AIXI is capable of causal analysis in much the same way that EDT is. Because although neither of them explicitly include the math of causal analysis, since such math is computable, there are some programs in AIXI’s hypothesis space that do causal analysis. Given some certain amount of data we can expect AIXI to start zooming in on those models and use them for prediction, effectively “learning about causality”.
If we wrote a hypothetical artificially intelligent EDT agent, it could certainly take a similar approach, given a large enough prior space—including, perhaps, all programs, some of which do causal analysis. Of course, in practice we don’t have an infinite amount of time to wait for our math to evaluate every possible program.
It’s slightly more practical to simply furnish your EDT calculation (when trying to calculate such things as your HAART example by hand) with a prior that contains all the standard “causal-ish” conclusions, such as “if there is a data set showing an intervention of type X against subject of type Y results in effect Z, a similar intervention against a similar object probably results in a similar effect”. But even that is extremely impractical, since we are forced to work at the meta-level, with hypothesis spaces including all possible data sets, (current) interventions, subjects and effects.
In real life we don’t really do the above things, we do something much more reasonable, but I hope the above breaks your preconception.

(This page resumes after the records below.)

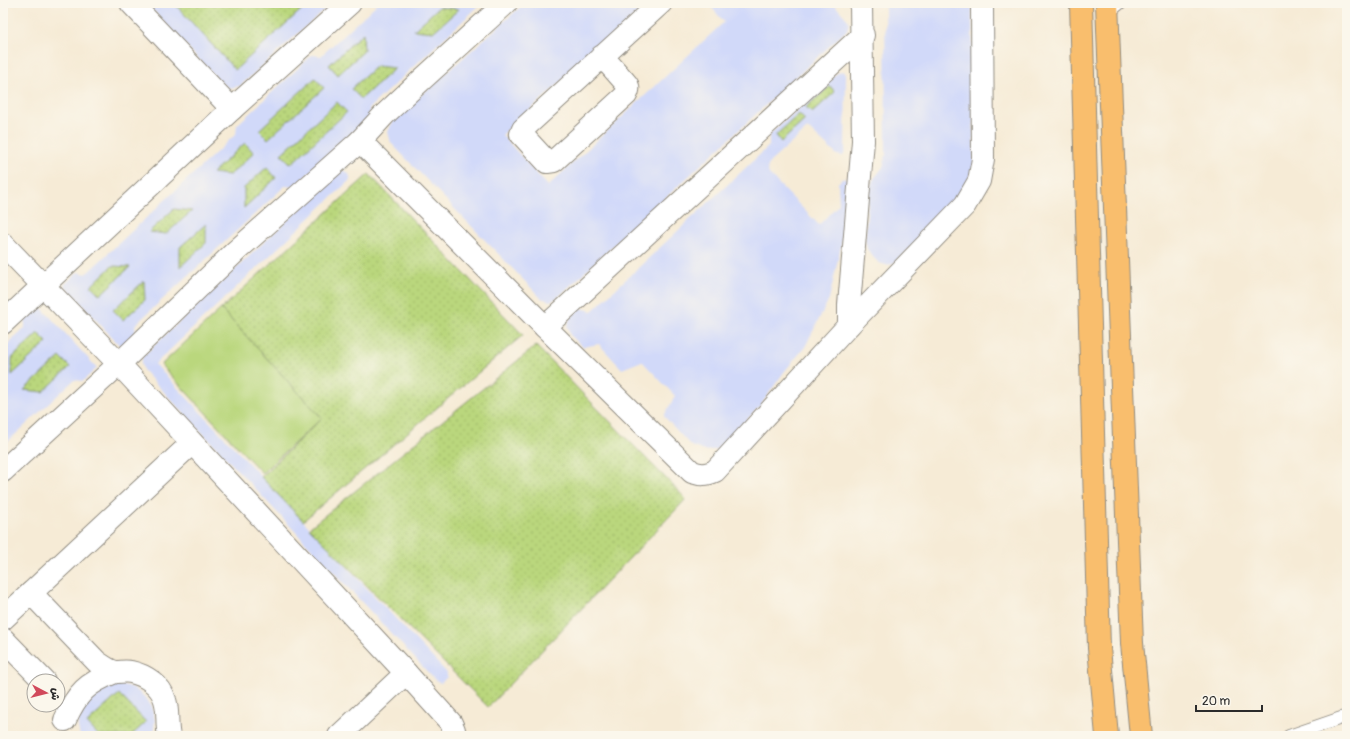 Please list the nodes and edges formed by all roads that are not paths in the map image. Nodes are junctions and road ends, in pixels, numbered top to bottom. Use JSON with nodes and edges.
{"nodes":[{"id":1,"x":131,"y":3,"type":"edge"},
{"id":2,"x":350,"y":3,"type":"edge"},
{"id":3,"x":506,"y":3,"type":"edge"},
{"id":4,"x":661,"y":3,"type":"edge"},
{"id":5,"x":845,"y":3,"type":"edge"},
{"id":6,"x":982,"y":3,"type":"edge"},
{"id":7,"x":1112,"y":7,"type":"edge"},
{"id":8,"x":1082,"y":11,"type":"edge"},
{"id":9,"x":862,"y":20,"type":"edge"},
{"id":10,"x":602,"y":56,"type":"junction"},
{"id":11,"x":232,"y":109,"type":"junction"},
{"id":12,"x":360,"y":141,"type":"junction"},
{"id":13,"x":3,"y":244,"type":"edge"},
{"id":14,"x":43,"y":286,"type":"junction"},
{"id":15,"x":3,"y":323,"type":"edge"},
{"id":16,"x":849,"y":325,"type":"junction"},
{"id":17,"x":544,"y":327,"type":"junction"},
{"id":18,"x":119,"y":364,"type":"junction"},
{"id":19,"x":192,"y":443,"type":"junction"},
{"id":20,"x":3,"y":471,"type":"edge"},
{"id":21,"x":31,"y":593,"type":"junction"},
{"id":22,"x":3,"y":619,"type":"edge"},
{"id":23,"x":3,"y":639,"type":"edge"},
{"id":24,"x":115,"y":672,"type":"junction"},
{"id":25,"x":36,"y":673,"type":"edge"},
{"id":26,"x":406,"y":673,"type":"junction"},
{"id":27,"x":64,"y":713,"type":"edge"},
{"id":28,"x":1347,"y":716,"type":"edge"},
{"id":29,"x":65,"y":728,"type":"edge"},
{"id":30,"x":166,"y":733,"type":"edge"},
{"id":31,"x":339,"y":736,"type":"edge"},
{"id":32,"x":454,"y":736,"type":"edge"},
{"id":33,"x":1107,"y":736,"type":"edge"},
{"id":34,"x":1140,"y":736,"type":"edge"},
{"id":35,"x":1289,"y":736,"type":"edge"}],
"edges":[{"from":1,"to":11,"type":"street"},
{"from":2,"to":11,"type":"street"},
{"from":3,"to":12,"type":"street"},
{"from":4,"to":10,"type":"street"},
{"from":5,"to":9,"type":"street"},
{"from":6,"to":16,"type":"street"},
{"from":7,"to":8,"type":"main road"},
{"from":7,"to":34,"type":"main road"},
{"from":8,"to":33,"type":"main road"},
{"from":9,"to":16,"type":"street"},
{"from":9,"to":17,"type":"street"},
{"from":10,"to":10,"type":"street"},
{"from":11,"to":14,"type":"street"},
{"from":12,"to":17,"type":"street"},
{"from":12,"to":18,"type":"street"},
{"from":13,"to":14,"type":"street"},
{"from":14,"to":15,"type":"street"},
{"from":14,"to":18,"type":"street"},
{"from":16,"to":17,"type":"street"},
{"from":18,"to":19,"type":"street"},
{"from":18,"to":20,"type":"street"},
{"from":19,"to":21,"type":"street"},
{"from":19,"to":26,"type":"street"},
{"from":21,"to":22,"type":"street"},
{"from":21,"to":24,"type":"street"},
{"from":23,"to":25,"type":"street"},
{"from":24,"to":29,"type":"street"},
{"from":24,"to":30,"type":"street"},
{"from":26,"to":31,"type":"street"},
{"from":26,"to":32,"type":"street"},
{"from":27,"to":29,"type":"street"},
{"from":28,"to":35,"type":"lane"}]}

Too high level, what is your actual algorithm for solving decision problems? That is, if I give you a problem, can you give me an answer? An actual problem, not a hypothetical problem. I could even give you actual data if you want, and ask what specific action you will choose. I have a list of problems right here.
If there is some uncomputable theoretical construct that’s not really a serious competitor for doing decision theory. There is no algorithm! We want to build agents that actually act well, remember?
In real life I’m not actually in a position to decide whether to give HAART to a patient. That would be a hypothetical problem. In hypothetical real life, if I were to use EDT, what I would do is use pearl’s causal analysis and some highly unproven assumptions (ie. common sense) to derive a probability distribution over my hypothetical actual situation, and pick the the action with the highest conditional expected utility. This is the “something much more reasonable” that I was alluding to.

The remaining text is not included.